The Atlantic reports: It’s official. When it comes to climate change, there’s now literally everyone else—and then there’s the United States.

Syria, the last remaining holdout from the Paris Agreement on climate change, announced at a United Nations meeting in Germany on Tuesday that it will sign the agreement. The Syrian Arab News Agency, a state-sponsored news outlet, also reported that the country’s legislature voted to ascend to the agreement last month.

Its declaration means that the United States is the only country in the world that has rejected the treaty and promised to withdraw from it.

If the news isn’t exactly pleasant for the Trump administration, which announced the intent to pull the U.S. out of the Paris Agreement in June, it’s also something of a poor advertisement for the treaty itself. That Syria—war-torn, war-crime-committing Syria—has acceded to the Paris accord does not make an obvious case for the United States doing the same.

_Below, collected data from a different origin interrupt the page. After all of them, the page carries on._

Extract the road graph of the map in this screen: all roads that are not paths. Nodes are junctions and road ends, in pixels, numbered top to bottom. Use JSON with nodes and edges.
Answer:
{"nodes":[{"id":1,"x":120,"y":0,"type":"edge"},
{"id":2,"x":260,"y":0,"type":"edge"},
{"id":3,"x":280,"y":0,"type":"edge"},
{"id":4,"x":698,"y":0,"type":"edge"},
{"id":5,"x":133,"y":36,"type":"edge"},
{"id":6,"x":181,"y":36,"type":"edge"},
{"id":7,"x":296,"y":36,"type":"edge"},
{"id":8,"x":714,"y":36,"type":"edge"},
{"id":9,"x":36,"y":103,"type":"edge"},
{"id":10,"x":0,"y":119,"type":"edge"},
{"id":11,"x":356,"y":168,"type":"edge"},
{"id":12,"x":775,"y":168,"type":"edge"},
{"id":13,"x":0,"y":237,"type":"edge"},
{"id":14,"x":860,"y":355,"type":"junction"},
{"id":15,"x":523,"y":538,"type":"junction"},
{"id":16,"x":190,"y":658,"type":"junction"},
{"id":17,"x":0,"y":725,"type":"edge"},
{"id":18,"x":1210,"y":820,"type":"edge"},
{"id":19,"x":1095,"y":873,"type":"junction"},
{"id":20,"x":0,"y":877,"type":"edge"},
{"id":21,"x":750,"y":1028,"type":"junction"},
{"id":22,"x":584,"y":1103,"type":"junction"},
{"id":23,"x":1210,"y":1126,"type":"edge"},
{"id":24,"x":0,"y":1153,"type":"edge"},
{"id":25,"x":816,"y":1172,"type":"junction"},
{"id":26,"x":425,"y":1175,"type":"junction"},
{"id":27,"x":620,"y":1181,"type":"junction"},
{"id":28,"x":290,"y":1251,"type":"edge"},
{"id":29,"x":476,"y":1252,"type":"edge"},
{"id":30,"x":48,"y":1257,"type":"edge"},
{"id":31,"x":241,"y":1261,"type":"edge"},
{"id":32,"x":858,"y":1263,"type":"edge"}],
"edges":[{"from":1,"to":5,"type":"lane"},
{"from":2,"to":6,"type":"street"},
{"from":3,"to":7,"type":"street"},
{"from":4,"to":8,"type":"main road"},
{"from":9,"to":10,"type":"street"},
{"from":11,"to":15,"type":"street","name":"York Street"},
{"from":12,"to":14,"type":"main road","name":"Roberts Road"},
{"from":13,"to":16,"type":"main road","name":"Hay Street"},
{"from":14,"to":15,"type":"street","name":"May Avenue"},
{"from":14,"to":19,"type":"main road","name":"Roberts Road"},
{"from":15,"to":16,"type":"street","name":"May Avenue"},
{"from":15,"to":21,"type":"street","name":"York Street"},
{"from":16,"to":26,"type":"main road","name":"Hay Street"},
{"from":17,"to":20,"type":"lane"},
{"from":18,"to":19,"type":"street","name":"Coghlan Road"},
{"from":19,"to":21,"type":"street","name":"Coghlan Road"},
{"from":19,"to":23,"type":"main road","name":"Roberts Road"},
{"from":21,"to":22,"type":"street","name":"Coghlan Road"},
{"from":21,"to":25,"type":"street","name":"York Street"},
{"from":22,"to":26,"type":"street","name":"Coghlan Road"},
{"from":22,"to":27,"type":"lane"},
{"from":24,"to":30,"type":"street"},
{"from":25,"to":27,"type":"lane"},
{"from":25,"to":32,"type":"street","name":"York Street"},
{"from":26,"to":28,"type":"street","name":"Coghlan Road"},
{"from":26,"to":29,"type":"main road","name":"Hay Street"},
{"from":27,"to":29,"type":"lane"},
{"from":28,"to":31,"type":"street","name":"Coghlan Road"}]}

At the same time, Syria is committing to Paris now because every other country has already signed on. In Britain, France, Germany, Japan, and South Korea, the Paris Agreement is considered a relatively uncontroversial international achievement.

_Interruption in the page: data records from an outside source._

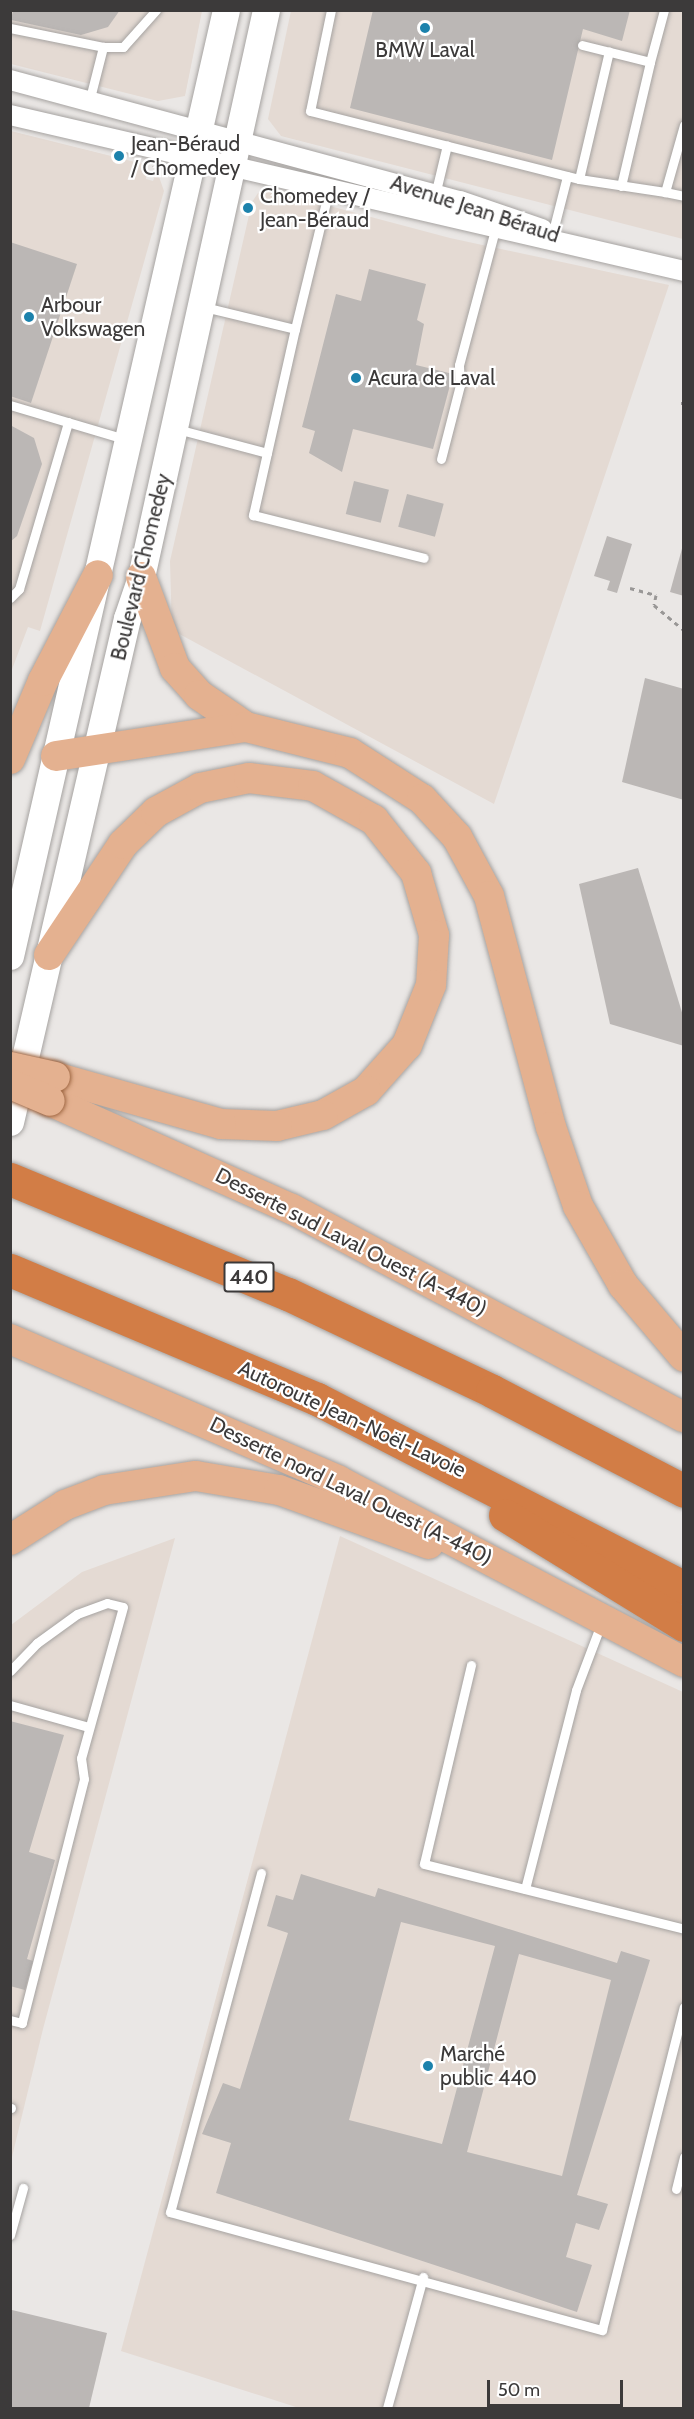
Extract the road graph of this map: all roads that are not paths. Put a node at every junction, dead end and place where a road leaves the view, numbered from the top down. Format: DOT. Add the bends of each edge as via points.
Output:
graph roads {
  1 [pos="156,10"];
  2 [pos="226,10"];
  3 [pos="267,10"];
  4 [pos="331,10"];
  5 [pos="664,10"];
  6 [pos="10,28"];
  7 [pos="582,45"];
  8 [pos="103,47"];
  9 [pos="609,51"];
  10 [pos="650,62"];
  11 [pos="10,80"];
  12 [pos="90,98"];
  13 [pos="10,115"];
  14 [pos="684,125"];
  15 [pos="201,130"];
  16 [pos="447,145"];
  17 [pos="236,154"];
  18 [pos="195,160"];
  19 [pos="567,176"];
  20 [pos="579,179"];
  21 [pos="621,186"];
  22 [pos="329,189"];
  23 [pos="665,192"];
  24 [pos="435,194"];
  25 [pos="684,196"];
  26 [pos="429,215"];
  27 [pos="497,221"];
  28 [pos="552,236"];
  29 [pos="684,271"];
  30 [pos="202,306"];
  31 [pos="296,329"];
  32 [pos="10,405"];
  33 [pos="68,422"];
  34 [pos="174,429"];
  35 [pos="130,441"];
  36 [pos="267,453"];
  37 [pos="441,459"];
  38 [pos="424,558"];
  39 [pos="99,575"];
  40 [pos="141,577"];
  41 [pos="10,598"];
  42 [pos="246,728"];
  43 [pos="97,750"];
  44 [pos="56,756"];
  45 [pos="10,759"];
  46 [pos="49,955"];
  47 [pos="10,956"];
  48 [pos="10,1067"];
  49 [pos="10,1084"];
  50 [pos="52,1089"];
  51 [pos="10,1122"];
  52 [pos="21,1183"];
  53 [pos="11,1271"];
  54 [pos="10,1338"];
  55 [pos="684,1357"];
  56 [pos="317,1399"];
  57 [pos="684,1417"];
  58 [pos="684,1491"];
  59 [pos="10,1540"];
  60 [pos="529,1579"];
  61 [pos="684,1588"];
  62 [pos="603,1619"];
  63 [pos="684,1625"];
  64 [pos="684,1662"];
  65 [pos="471,1665"];
  66 [pos="10,1671"];
  67 [pos="10,1705"];
  68 [pos="89,1727"];
  69 [pos="261,1872"];
  70 [pos="525,1889"];
  71 [pos="684,1929"];
  72 [pos="684,2007"];
  73 [pos="10,2020"];
  74 [pos="684,2157"];
  75 [pos="23,2188"];
  76 [pos="676,2189"];
  77 [pos="10,2235"];
  78 [pos="423,2277"];
  79 [pos="387,2409"];
  1 -- 8 [label="lane" via="123,46"];
  2 -- 15 [label="street, Boulevard Chomedey"];
  3 -- 17 [label="street, Boulevard Chomedey"];
  4 -- 16 [label="lane" via="310,111"];
  5 -- 10 [label="lane"];
  6 -- 8 [label="lane"];
  7 -- 9 [label="lane"];
  8 -- 12 [label="lane"];
  9 -- 10 [label="lane"];
  9 -- 20 [label="lane"];
  10 -- 21 [label="lane"];
  11 -- 12 [label="street, Avenue Jean Béraud"];
  12 -- 15 [label="street, Avenue Jean Béraud"];
  13 -- 18 [label="street, Avenue Jean Béraud"];
  14 -- 23 [label="lane"];
  15 -- 17 [label="street, Avenue Jean Béraud"];
  15 -- 18 [label="street, Boulevard Chomedey"];
  16 -- 19 [label="lane"];
  16 -- 24 [label="lane"];
  17 -- 18 [label="street, Avenue Jean Béraud"];
  17 -- 22 [label="street, Avenue Jean Béraud"];
  17 -- 24 [label="street, Avenue Jean Béraud"];
  17 -- 30 [label="street, Boulevard Chomedey"];
  18 -- 35 [label="street, Boulevard Chomedey"];
  19 -- 20 [label="lane"];
  19 -- 28 [label="lane"];
  20 -- 21 [label="lane"];
  21 -- 23 [label="lane"];
  22 -- 26 [label="street, Avenue Jean Béraud"];
  22 -- 31 [label="lane"];
  23 -- 25 [label="lane"];
  24 -- 26 [label="lane"];
  24 -- 27 [label="street, Avenue Jean Béraud"];
  26 -- 27 [label="street, Avenue Jean Béraud"];
  27 -- 28 [label="street, Avenue Jean Béraud"];
  27 -- 37 [label="lane"];
  28 -- 29 [label="street, Avenue Jean Béraud"];
  30 -- 31 [label="lane"];
  30 -- 34 [label="street, Boulevard Chomedey"];
  31 -- 36 [label="lane"];
  32 -- 33 [label="lane"];
  33 -- 35 [label="lane"];
  33 -- 41 [label="lane" via="20,589"];
  34 -- 36 [label="lane"];
  34 -- 40 [label="street, Boulevard Chomedey"];
  35 -- 39 [label="street, Boulevard Chomedey"];
  36 -- 38 [label="lane" via="253,515"];
  39 -- 44 [label="street, Boulevard Chomedey"];
  39 -- 45 [label="main road" via="43,681"];
  40 -- 42 [label="main road" via="175,668 199,695"];
  40 -- 43 [label="street, Boulevard Chomedey"];
  42 -- 43 [label="main road"];
  42 -- 55 [label="main road" via="320,742 366,760 422,799 458,837 489,896 571,1188 623,1285"];
  43 -- 44 [label="main road"];
  43 -- 46 [label="street, Boulevard Chomedey"];
  44 -- 47 [label="street, Boulevard Chomedey"];
  46 -- 50 [label="main road" via="114,857 145,821 200,788 249,778 320,789 374,820 416,873 434,935 431,985 407,1045 371,1086 322,1114 277,1126 221,1124"];
  46 -- 51 [label="street, Boulevard Chomedey"];
  48 -- 50 [label="main road, bridge"];
  49 -- 50 [label="main road, Desserte sud Laval Ouest (A-440), bridge"];
  50 -- 57 [label="main road, Desserte sud Laval Ouest (A-440)" via="292,1209"];
  52 -- 58 [label="highway, 440" via="362,1328"];
  53 -- 56 [label="highway, Autoroute Jean-Noël-Lavoie"];
  54 -- 60 [label="main road, Desserte nord Laval Ouest (A-440)" via="249,1439"];
  56 -- 61 [label="highway, Autoroute Jean-Noël-Lavoie"];
  56 -- 63 [label="highway"];
  59 -- 60 [label="main road" via="64,1505 104,1490 156,1478 214,1478 279,1490"];
  60 -- 62 [label="main road, Desserte nord Laval Ouest (A-440)"];
  62 -- 64 [label="main road, Desserte nord Laval Ouest (A-440)"];
  62 -- 70 [label="lane" via="576,1690"];
  65 -- 70 [label="lane" via="424,1864"];
  66 -- 68 [label="lane" via="37,1643 77,1614 102,1604 123,1607"];
  67 -- 68 [label="lane"];
  68 -- 73 [label="lane" via="81,1758 84,1779 22,2023"];
  69 -- 78 [label="lane" via="170,2212"];
  70 -- 71 [label="lane"];
  72 -- 78 [label="lane" via="602,2330"];
  74 -- 76 [label="lane"];
  75 -- 77 [label="lane"];
  78 -- 79 [label="lane"];
}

“With Syria on board, now the entire world is resolutely committed to advancing climate action—all save one country,” said Paula Caballero, a climate-policy specialist at the World Resources Institute. “This should make the Trump administration pause and reflect on their ill-advised announcement about withdrawing from the Paris Agreement.”

“Syria’s participation puts an exclamation point on the fact that the U.S. actions are contrary to the political actions, and the sincerely held beliefs, of every other country on the face of the Earth,” said Michael Oppenheimer, a professor of geosciences at Princeton University and a longtime observer of UN climate negotiations. [Continue reading…]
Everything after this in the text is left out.